Application of Biomedical Engineering

The most common application of biomedical engineering is the development of diagnostic and imaging machines that can be used by doctors in order to get a clearer idea of what may be wrong with a patient, but there are many more applications. The creation of biocompatible prostheses, for example, or micro-implants. Regenerative tissue growth also falls under this category, as would the creation of certain types of pharmaceuticals. The Biomedical Engineering Society describes several more applications and directions that current research is headed in the field.

What's Involved ?

As a field, biomedical engineering is largely research-based, requiring a lot of time in the lab either working on experiments to test the viability of a certain treatment or method, or solving engineering problems. For example, several years ago a small team of students at MIT developed a material with pico-scopic peaks that significantly slowed down blood coagulation while in contact with it but seemed smooth to the human touch. That material is being employed now in other experiments to see if it can be used internally on the human body, since it could cut down on unwanted clotting, especially if it is used to repair the heart.

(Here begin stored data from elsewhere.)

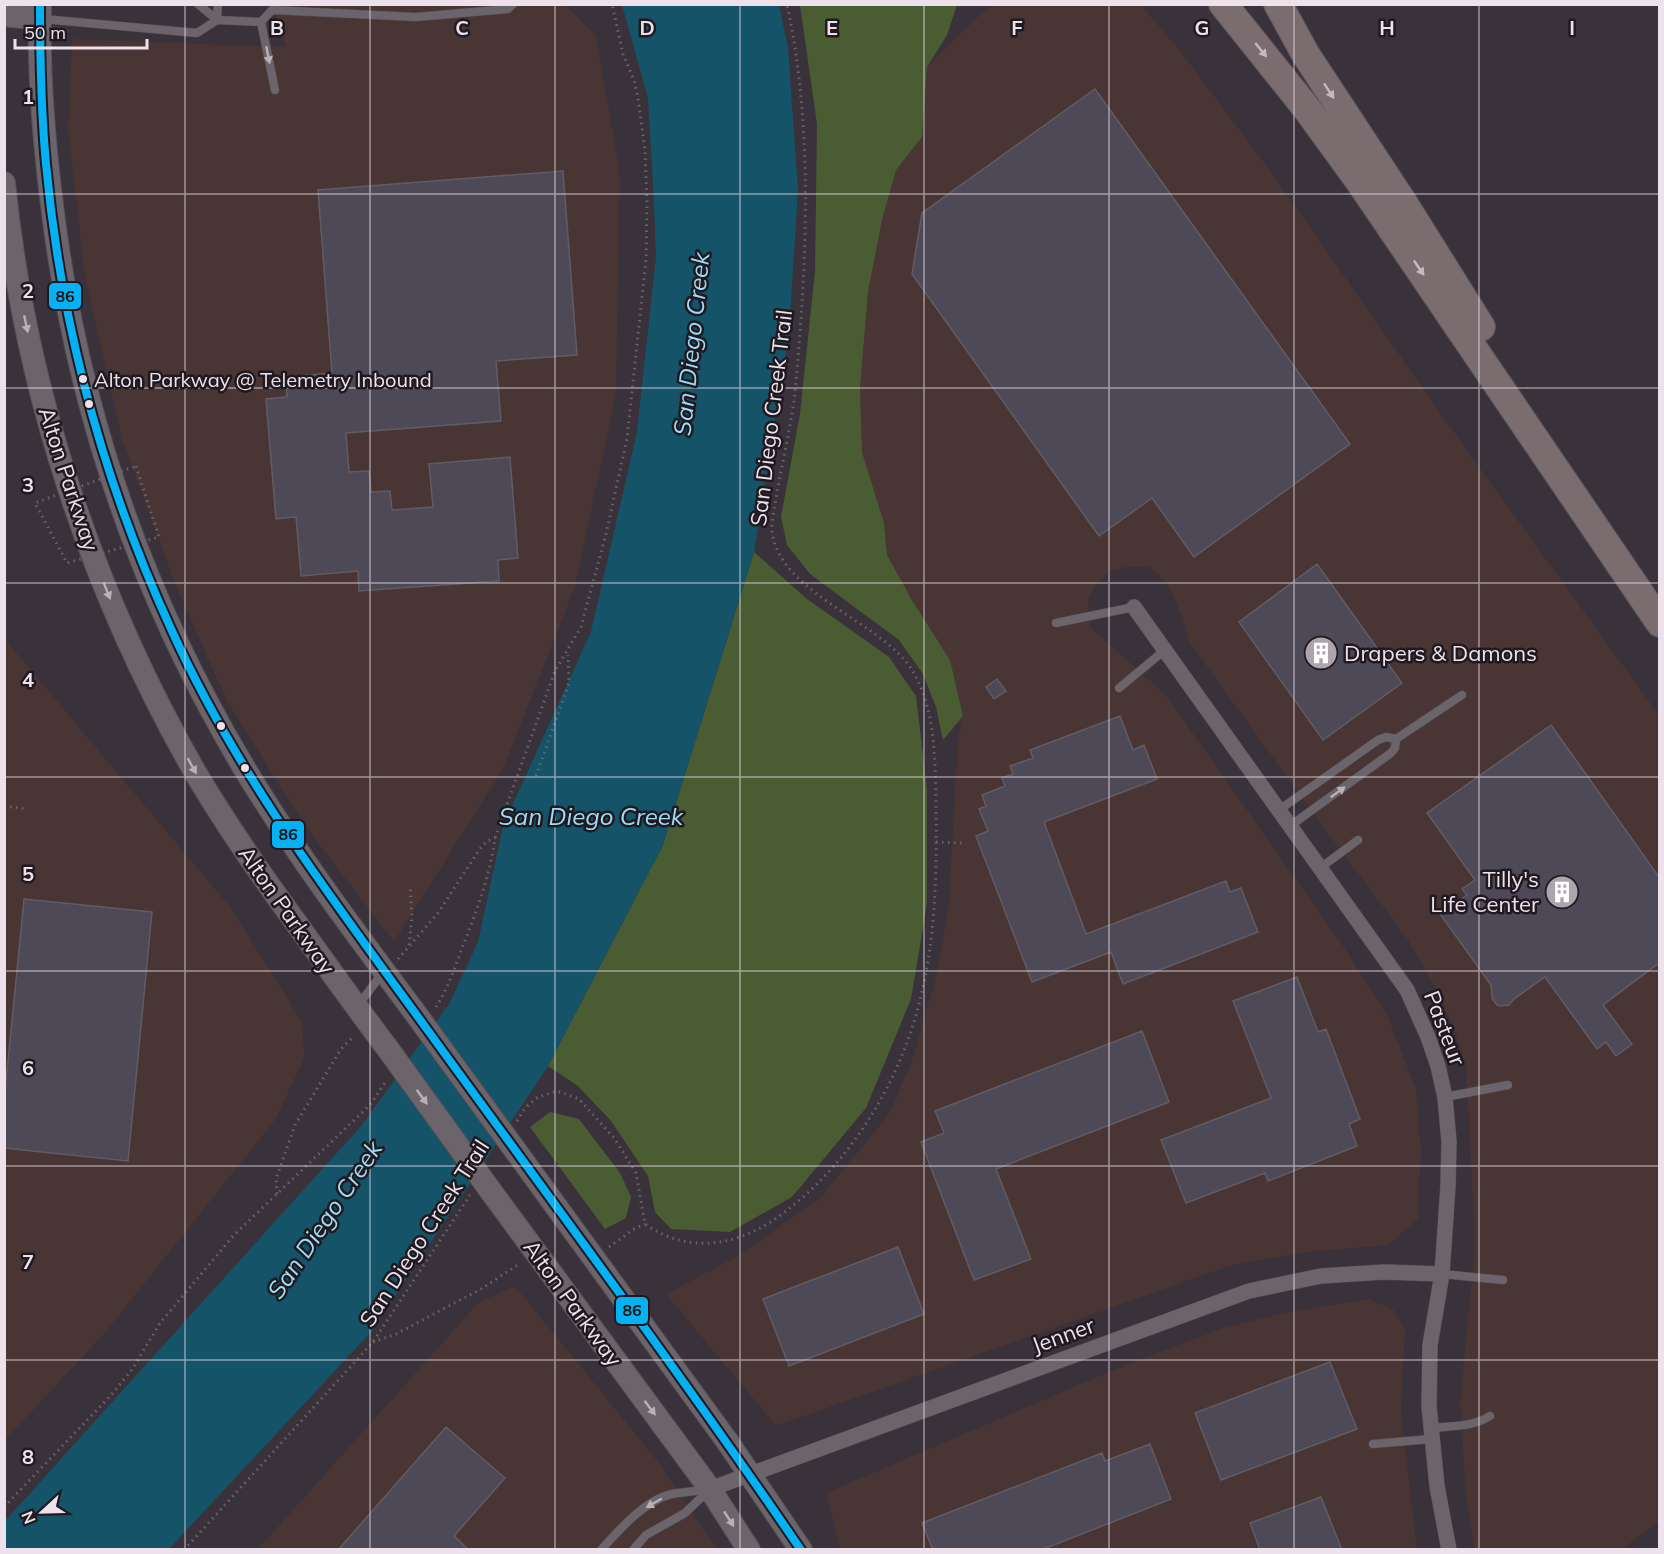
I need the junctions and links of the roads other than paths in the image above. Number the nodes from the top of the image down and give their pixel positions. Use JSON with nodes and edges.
{"nodes":[{"id":1,"x":198,"y":4,"type":"edge"},
{"id":2,"x":218,"y":4,"type":"edge"},
{"id":3,"x":513,"y":4,"type":"edge"},
{"id":4,"x":1224,"y":4,"type":"edge"},
{"id":5,"x":1278,"y":4,"type":"edge"},
{"id":6,"x":40,"y":12,"type":"edge"},
{"id":7,"x":4,"y":15,"type":"edge"},
{"id":8,"x":217,"y":20,"type":"junction"},
{"id":9,"x":261,"y":22,"type":"junction"},
{"id":10,"x":275,"y":90,"type":"dead end"},
{"id":11,"x":4,"y":183,"type":"edge"},
{"id":12,"x":1134,"y":607,"type":"joint"},
{"id":13,"x":1659,"y":610,"type":"edge"},
{"id":14,"x":1056,"y":622,"type":"dead end"},
{"id":15,"x":1659,"y":623,"type":"edge"},
{"id":16,"x":1165,"y":650,"type":"junction"},
{"id":17,"x":1119,"y":688,"type":"dead end"},
{"id":18,"x":1462,"y":695,"type":"dead end"},
{"id":19,"x":1396,"y":739,"type":"junction"},
{"id":20,"x":1279,"y":810,"type":"junction"},
{"id":21,"x":1290,"y":826,"type":"junction"},
{"id":22,"x":1358,"y":840,"type":"dead end"},
{"id":23,"x":1320,"y":868,"type":"junction"},
{"id":24,"x":390,"y":965,"type":"junction"},
{"id":25,"x":356,"y":1007,"type":"junction"},
{"id":26,"x":1508,"y":1085,"type":"dead end"},
{"id":27,"x":1445,"y":1097,"type":"junction"},
{"id":28,"x":1442,"y":1274,"type":"junction"},
{"id":29,"x":1503,"y":1280,"type":"dead end"},
{"id":30,"x":1490,"y":1416,"type":"dead end"},
{"id":31,"x":1431,"y":1433,"type":"junction"},
{"id":32,"x":1373,"y":1444,"type":"dead end"},
{"id":33,"x":749,"y":1474,"type":"junction"},
{"id":34,"x":710,"y":1489,"type":"junction"},
{"id":35,"x":602,"y":1550,"type":"edge"},
{"id":36,"x":633,"y":1550,"type":"edge"},
{"id":37,"x":749,"y":1550,"type":"edge"},
{"id":38,"x":801,"y":1550,"type":"edge"},
{"id":39,"x":1449,"y":1550,"type":"edge"}],
"edges":[{"from":1,"to":8,"type":"lane"},
{"from":2,"to":8,"type":"lane"},
{"from":3,"to":9,"type":"lane"},
{"from":4,"to":15,"type":"highway","one_way":true},
{"from":5,"to":13,"type":"highway","one_way":true},
{"from":6,"to":7,"type":"main road"},
{"from":6,"to":8,"type":"lane"},
{"from":6,"to":24,"type":"main road","name":"Alton Parkway"},
{"from":8,"to":9,"type":"lane"},
{"from":9,"to":10,"type":"lane","one_way":true},
{"from":11,"to":25,"type":"main road","name":"Alton Parkway","one_way":true},
{"from":12,"to":14,"type":"lane"},
{"from":12,"to":16,"type":"street","name":"Pasteur"},
{"from":16,"to":17,"type":"lane"},
{"from":16,"to":20,"type":"street","name":"Pasteur"},
{"from":18,"to":19,"type":"lane"},
{"from":19,"to":20,"type":"lane"},
{"from":21,"to":19,"type":"lane","one_way":true},
{"from":20,"to":21,"type":"street","name":"Pasteur"},
{"from":21,"to":23,"type":"street","name":"Pasteur"},
{"from":22,"to":23,"type":"lane"},
{"from":23,"to":27,"type":"street","name":"Pasteur"},
{"from":24,"to":25,"type":"lane"},
{"from":24,"to":33,"type":"main road","name":"Alton Parkway","bridge":true},
{"from":25,"to":34,"type":"main road","name":"Alton Parkway","one_way":true,"bridge":true},
{"from":26,"to":27,"type":"lane"},
{"from":27,"to":28,"type":"street","name":"Pasteur"},
{"from":28,"to":29,"type":"lane"},
{"from":28,"to":31,"type":"street","name":"Pasteur"},
{"from":28,"to":33,"type":"street","name":"Jenner"},
{"from":30,"to":31,"type":"lane"},
{"from":31,"to":32,"type":"lane"},
{"from":31,"to":39,"type":"street","name":"Pasteur"},
{"from":33,"to":34,"type":"street","name":"Jenner"},
{"from":33,"to":38,"type":"main road","name":"Alton Parkway"},
{"from":34,"to":35,"type":"lane","one_way":true},
{"from":34,"to":36,"type":"lane"},
{"from":34,"to":37,"type":"main road","name":"Alton Parkway","one_way":true}]}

Of course, biomedical engineering also includes working to improve the function of almost every major biological system, which includes sub-disciples like neural engineering, cardiovascular engineering, and the ever-popular genetic engineering, which seeks to improve on the very building blocks of life itself.

How It Is Viewed In The World

The National Institute of Biomedical Imaging and Bioengineering has a number of different projects that are currently in process and being funded by this particular government agency. They point out areas of the field that others might not have considered, such as mathematical modeling and developing new ways to store, organize, understand, and transmit biological data. The advantage to this particular website is that it has a list of number of grants that are currently ongoing for certain projects, including a number of longitudinal studies and long-term projects, so people can see the type of work being explored by scientists around the country.

It's clear that biomedical engineering is a very wide field with several approaches to being a part of it. A biomedical engineering degree means that you have several choices for how you want to apply the skills you've learned toward building a better body for everyone.